San Francisco State University
Dean, Division of Undergraduate Education and Academic Planning
Lori Beth Way, Ph.D., may have only spent three-and-a-half years at San Francisco State University, but her impact on the campus has already been profound and lasting.
In her role as dean of undergraduate education and academic planning at San Francisco State, Dr. Way has been universally recognized for her superior leadership, collaborative spirit and creative problem-solving skills.
Together with SFSU faculty, staff and administrators, this “exceptionally gifted manager of people and systems,” as one colleague called her, has found ways to streamline and improve the curriculum so it better serves students. She has also overseen the process for creating new courses and revising existing ones. In short, her critical examination of practices is always done with an eye toward continuous improvement. Students remain at the center of all she does.
Way currently co-chairs the campus’ Student Success and Graduation Initiative Committee, which is already seeing remarkable results. In particular, the restructuring of academic advising services under Dr.

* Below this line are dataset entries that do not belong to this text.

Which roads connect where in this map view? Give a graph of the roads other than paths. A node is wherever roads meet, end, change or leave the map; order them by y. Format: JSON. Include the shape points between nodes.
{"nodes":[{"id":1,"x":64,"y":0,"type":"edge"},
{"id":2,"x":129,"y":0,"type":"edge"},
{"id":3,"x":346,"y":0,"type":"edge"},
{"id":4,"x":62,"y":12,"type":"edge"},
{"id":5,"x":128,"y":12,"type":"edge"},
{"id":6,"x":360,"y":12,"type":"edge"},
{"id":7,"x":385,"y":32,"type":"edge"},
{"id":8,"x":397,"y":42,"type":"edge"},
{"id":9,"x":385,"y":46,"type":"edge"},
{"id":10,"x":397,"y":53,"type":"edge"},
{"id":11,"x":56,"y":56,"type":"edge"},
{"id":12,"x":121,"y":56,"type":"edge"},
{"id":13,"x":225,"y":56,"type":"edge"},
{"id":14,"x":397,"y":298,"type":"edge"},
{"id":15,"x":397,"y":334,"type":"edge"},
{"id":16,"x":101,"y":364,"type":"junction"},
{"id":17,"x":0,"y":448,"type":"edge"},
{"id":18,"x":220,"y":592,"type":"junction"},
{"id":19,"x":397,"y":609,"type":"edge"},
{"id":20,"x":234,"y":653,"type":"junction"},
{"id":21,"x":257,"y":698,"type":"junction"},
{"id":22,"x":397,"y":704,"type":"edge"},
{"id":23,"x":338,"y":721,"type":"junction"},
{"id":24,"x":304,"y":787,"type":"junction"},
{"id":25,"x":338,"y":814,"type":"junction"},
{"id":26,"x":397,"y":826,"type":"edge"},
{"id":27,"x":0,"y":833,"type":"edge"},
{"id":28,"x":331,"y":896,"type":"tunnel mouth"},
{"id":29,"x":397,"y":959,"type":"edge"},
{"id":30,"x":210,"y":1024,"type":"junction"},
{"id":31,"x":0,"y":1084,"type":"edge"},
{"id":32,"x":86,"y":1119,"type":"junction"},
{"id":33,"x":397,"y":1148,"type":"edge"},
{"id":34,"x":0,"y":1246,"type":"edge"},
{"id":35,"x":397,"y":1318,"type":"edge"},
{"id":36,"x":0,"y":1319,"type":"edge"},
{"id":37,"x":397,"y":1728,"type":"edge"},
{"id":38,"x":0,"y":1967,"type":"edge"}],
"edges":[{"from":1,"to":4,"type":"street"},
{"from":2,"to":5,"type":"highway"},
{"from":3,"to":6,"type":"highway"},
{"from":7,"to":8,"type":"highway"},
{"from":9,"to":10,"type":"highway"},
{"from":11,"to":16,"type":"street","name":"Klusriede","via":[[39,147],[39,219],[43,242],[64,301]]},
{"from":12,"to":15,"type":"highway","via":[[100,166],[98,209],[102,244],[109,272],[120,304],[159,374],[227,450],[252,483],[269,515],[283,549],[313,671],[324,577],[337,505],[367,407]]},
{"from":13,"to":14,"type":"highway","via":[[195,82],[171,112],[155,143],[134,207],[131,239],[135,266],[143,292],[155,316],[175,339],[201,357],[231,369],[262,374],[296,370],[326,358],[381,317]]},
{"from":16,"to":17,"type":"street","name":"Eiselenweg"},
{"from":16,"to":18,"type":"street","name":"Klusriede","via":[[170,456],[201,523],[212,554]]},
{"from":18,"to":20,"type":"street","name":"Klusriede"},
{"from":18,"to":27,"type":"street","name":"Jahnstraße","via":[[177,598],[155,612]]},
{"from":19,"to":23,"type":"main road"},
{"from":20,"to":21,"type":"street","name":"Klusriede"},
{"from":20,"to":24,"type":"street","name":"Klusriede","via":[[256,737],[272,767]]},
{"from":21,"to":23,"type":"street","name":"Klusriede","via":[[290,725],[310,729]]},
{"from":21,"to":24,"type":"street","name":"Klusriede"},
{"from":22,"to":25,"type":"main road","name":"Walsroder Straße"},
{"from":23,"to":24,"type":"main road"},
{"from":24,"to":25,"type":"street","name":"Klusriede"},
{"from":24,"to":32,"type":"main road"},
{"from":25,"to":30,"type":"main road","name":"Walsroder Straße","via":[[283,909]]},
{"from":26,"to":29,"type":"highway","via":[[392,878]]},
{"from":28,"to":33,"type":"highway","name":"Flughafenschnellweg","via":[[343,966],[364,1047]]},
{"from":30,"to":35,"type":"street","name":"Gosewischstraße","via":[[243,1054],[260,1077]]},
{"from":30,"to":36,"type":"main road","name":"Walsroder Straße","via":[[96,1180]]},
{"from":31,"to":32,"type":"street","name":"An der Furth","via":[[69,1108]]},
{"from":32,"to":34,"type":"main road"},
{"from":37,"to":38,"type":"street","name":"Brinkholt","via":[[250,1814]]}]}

Way’s purview has realized early successes for students.
San Francisco State’s division of undergraduate education and academic planning is a large and complex one, yet Dr. Way has also made it her priority to serve as principal investigator on a number of externally funded grants. These total in excess of $1 million and include projects that range from increasing the success and graduation rates of transfer students to comparing intervention strategies to improve students’ grades.
Not content to see only students succeed, Dean Way’s work focuses, too, on faculty success. An exceptional commitment to shared governance is one of her hallmarks, earning her a reputation for being a leader who isn’t just effective but also highly collaborative. Several faculty members noted that her skillful negotiations on the recent implementation of Executive Order 1100 Revised and Executive Order 1110 avoided conflicts and facilitated compromise.
Dr. Way received her Ph.D. and master’s degree in political science from Syracuse University and her bachelor’s degree from College of New Jersey.